(STORED DATA begins)
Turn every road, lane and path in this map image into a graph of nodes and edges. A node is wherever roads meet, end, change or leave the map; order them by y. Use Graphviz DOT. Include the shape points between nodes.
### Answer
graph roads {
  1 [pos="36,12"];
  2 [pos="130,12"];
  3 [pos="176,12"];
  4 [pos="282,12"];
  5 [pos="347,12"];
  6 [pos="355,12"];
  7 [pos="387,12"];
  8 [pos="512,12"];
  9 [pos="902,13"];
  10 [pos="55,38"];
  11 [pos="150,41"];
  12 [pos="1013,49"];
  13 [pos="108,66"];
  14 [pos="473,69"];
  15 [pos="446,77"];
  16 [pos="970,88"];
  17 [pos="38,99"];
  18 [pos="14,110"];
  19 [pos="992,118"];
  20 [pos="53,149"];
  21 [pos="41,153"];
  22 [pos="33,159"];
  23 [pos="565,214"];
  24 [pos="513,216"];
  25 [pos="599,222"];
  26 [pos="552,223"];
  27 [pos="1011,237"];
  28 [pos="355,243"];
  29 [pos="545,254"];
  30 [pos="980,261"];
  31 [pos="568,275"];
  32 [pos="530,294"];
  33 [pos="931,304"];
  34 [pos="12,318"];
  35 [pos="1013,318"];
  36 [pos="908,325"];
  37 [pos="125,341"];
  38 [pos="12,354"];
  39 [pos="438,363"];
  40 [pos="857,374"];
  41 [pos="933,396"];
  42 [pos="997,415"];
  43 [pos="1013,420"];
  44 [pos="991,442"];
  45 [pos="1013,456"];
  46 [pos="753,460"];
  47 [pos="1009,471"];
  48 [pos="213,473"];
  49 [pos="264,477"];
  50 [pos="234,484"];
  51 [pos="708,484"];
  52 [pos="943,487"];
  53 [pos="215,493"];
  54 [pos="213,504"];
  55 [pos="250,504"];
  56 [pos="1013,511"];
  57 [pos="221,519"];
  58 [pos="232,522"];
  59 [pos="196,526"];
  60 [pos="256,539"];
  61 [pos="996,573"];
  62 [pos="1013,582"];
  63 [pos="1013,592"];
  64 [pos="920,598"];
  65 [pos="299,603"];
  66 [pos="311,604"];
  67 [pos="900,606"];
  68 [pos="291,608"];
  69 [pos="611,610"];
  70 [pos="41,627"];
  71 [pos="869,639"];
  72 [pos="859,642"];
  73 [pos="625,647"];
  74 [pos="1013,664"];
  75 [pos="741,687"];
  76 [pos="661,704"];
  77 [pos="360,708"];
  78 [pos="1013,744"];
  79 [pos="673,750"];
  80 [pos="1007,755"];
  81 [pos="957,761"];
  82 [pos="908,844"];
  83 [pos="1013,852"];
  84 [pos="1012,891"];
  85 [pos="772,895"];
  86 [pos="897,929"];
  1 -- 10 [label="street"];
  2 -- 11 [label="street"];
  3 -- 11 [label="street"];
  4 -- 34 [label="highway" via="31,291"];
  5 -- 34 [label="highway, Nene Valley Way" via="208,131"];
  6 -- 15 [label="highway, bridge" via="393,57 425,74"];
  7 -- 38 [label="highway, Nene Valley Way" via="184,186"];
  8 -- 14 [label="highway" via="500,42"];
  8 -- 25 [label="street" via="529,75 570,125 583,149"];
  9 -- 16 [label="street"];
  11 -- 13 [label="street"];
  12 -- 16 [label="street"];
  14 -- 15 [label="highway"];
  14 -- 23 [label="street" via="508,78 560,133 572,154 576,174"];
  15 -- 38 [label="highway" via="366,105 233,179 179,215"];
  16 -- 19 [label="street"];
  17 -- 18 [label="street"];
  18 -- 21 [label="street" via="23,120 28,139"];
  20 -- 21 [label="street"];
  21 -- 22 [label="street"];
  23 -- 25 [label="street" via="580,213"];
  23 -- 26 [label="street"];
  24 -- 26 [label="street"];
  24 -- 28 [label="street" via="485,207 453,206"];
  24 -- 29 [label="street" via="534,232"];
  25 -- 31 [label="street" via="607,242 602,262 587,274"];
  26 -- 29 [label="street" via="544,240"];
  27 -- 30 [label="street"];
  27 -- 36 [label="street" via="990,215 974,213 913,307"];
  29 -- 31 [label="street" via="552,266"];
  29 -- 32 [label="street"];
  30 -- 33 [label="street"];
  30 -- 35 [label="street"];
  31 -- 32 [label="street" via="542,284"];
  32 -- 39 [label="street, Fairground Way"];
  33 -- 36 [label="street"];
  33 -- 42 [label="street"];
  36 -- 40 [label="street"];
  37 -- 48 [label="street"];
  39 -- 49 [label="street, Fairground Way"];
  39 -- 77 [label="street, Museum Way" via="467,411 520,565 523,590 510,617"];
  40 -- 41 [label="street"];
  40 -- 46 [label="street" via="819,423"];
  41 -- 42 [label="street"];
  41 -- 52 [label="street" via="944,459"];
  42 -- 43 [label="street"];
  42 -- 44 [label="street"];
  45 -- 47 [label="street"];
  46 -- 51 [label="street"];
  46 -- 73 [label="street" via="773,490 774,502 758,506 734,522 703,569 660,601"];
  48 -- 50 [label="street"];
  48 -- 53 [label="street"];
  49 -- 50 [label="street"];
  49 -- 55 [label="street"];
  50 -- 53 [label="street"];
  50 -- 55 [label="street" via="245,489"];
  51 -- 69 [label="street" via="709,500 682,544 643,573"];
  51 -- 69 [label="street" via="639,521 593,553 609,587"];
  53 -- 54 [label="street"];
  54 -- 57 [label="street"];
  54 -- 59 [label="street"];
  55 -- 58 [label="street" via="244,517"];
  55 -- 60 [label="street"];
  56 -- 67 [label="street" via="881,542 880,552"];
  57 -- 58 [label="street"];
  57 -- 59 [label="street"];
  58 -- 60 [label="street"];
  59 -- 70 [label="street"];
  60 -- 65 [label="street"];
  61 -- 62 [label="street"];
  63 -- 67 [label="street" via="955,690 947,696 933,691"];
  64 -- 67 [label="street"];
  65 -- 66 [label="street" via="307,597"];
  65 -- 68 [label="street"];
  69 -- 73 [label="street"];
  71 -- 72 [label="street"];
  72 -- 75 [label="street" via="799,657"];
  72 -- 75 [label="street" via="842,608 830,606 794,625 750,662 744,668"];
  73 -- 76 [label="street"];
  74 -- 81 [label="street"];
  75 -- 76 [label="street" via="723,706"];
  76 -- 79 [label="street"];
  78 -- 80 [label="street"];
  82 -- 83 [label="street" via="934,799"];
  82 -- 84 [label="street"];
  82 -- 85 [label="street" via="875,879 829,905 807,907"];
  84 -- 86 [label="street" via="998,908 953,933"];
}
(STORED DATA ends)
(STORED DATA begins)
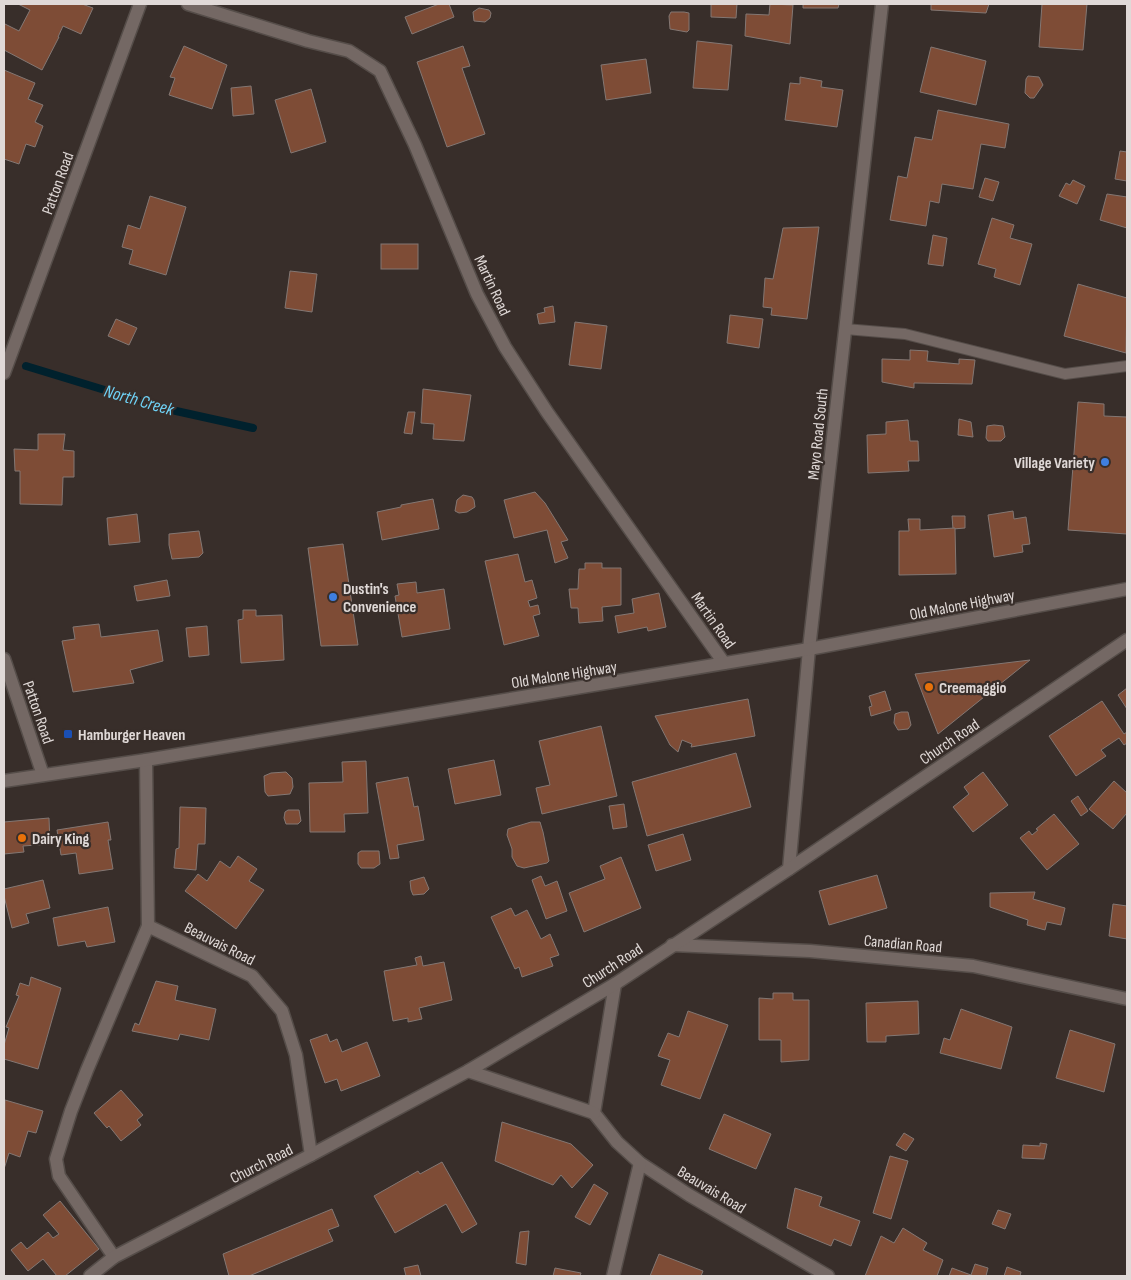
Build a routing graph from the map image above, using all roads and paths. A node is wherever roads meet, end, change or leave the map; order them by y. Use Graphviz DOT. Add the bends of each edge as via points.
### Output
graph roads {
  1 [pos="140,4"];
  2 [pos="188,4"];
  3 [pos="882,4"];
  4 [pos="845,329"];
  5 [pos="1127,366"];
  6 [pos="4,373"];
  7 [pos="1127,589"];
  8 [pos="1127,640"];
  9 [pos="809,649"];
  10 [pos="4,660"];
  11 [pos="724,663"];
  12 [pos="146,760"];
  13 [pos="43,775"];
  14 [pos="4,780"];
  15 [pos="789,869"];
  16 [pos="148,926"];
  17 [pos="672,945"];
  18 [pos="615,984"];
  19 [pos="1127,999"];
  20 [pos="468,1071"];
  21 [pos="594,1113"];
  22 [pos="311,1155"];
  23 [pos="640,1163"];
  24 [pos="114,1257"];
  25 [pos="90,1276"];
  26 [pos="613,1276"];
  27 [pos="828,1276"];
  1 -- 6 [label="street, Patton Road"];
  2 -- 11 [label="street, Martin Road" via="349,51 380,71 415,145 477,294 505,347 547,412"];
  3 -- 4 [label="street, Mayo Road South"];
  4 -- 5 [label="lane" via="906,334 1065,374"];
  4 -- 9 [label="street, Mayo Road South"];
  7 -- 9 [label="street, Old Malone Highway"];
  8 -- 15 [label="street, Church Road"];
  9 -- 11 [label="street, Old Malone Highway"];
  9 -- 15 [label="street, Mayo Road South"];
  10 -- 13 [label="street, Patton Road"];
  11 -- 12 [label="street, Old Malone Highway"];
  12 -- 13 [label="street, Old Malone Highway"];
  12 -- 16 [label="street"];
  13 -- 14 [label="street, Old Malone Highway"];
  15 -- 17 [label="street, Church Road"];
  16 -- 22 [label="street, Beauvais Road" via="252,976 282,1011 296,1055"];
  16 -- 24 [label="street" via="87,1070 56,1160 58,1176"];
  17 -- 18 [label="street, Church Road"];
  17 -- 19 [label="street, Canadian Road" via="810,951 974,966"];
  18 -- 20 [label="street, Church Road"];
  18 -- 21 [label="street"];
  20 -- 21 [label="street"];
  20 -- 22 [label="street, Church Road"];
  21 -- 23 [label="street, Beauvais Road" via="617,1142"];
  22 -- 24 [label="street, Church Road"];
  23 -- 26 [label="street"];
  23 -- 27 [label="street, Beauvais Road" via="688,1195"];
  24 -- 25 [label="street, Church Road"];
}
(STORED DATA ends)
(STORED DATA begins)
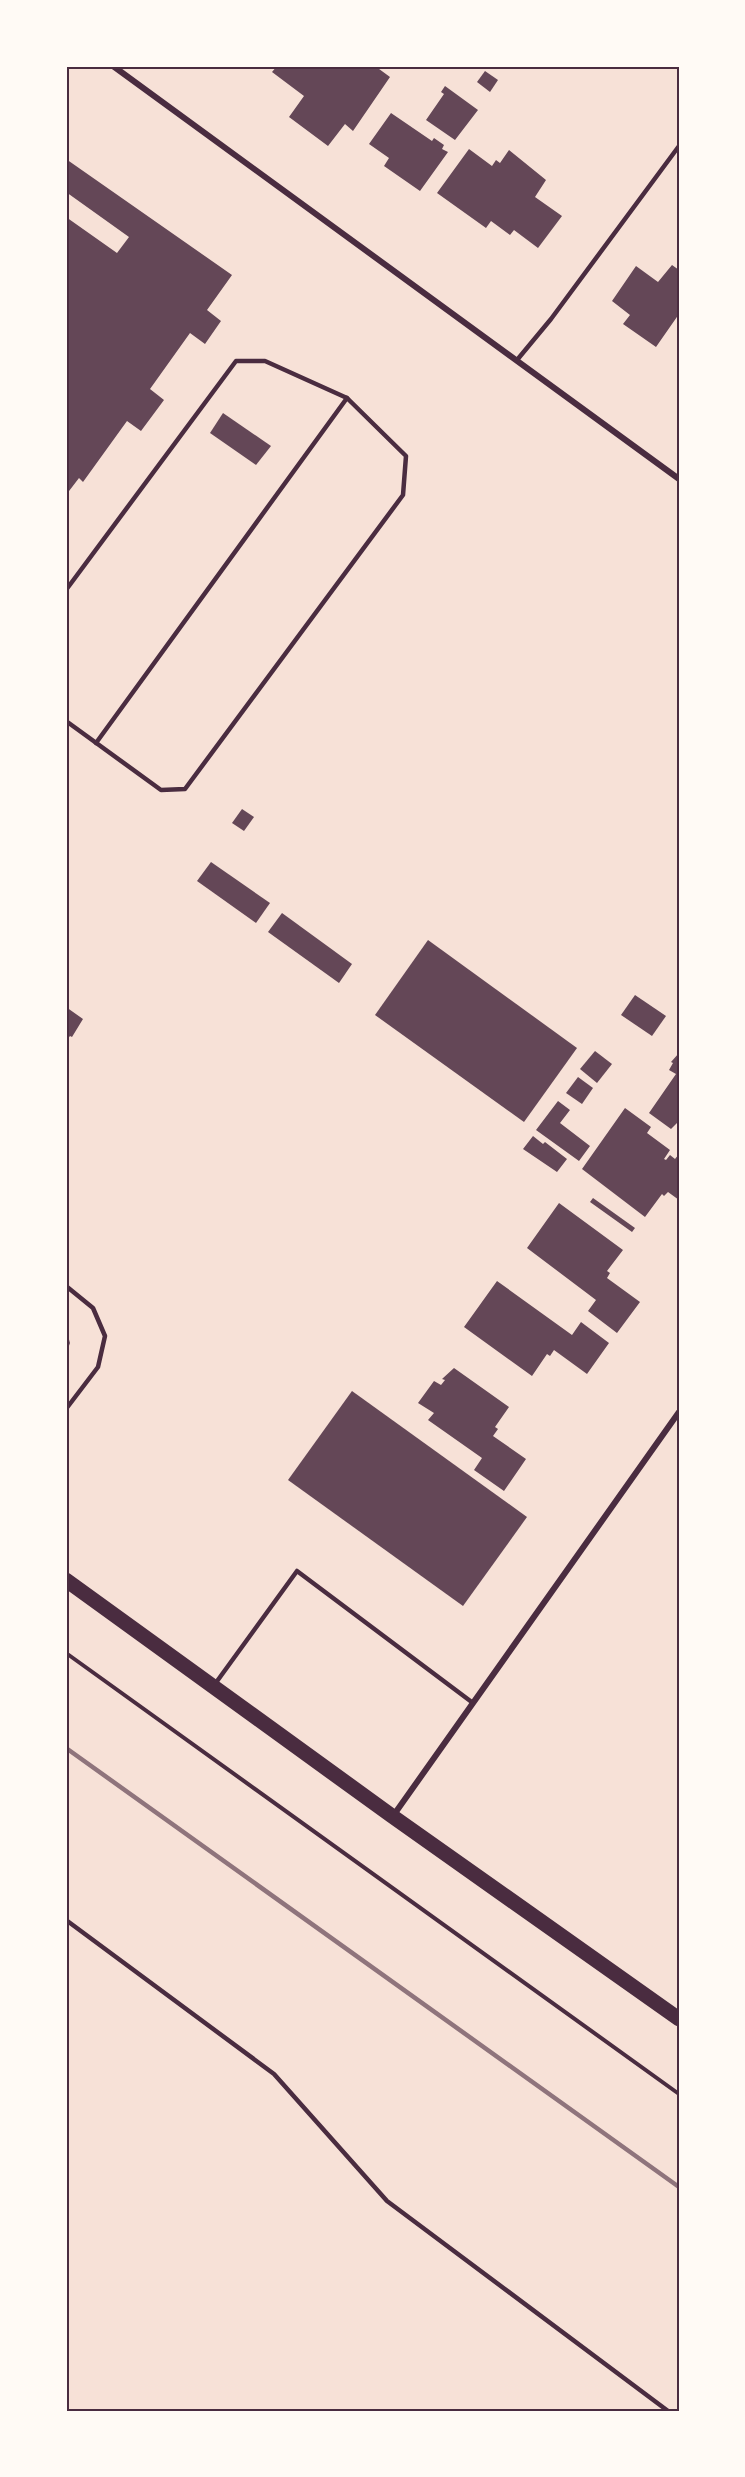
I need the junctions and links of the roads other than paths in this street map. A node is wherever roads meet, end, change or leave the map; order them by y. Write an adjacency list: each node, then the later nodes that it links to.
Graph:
(STORED DATA ends)
TASK:
From the material above, copy out every line bearing the string "Graphviz".

COMPLETED EXERCISE:
Turn every road, lane and path in this map image into a graph of nodes and edges. A node is wherever roads meet, end, change or leave the map; order them by y. Use Graphviz DOT. Include the shape points between nodes.
Build a routing graph from the map image above, using all roads and paths. A node is wherever roads meet, end, change or leave the map; order them by y. Use Graphviz DOT. Add the bends of each edge as via points.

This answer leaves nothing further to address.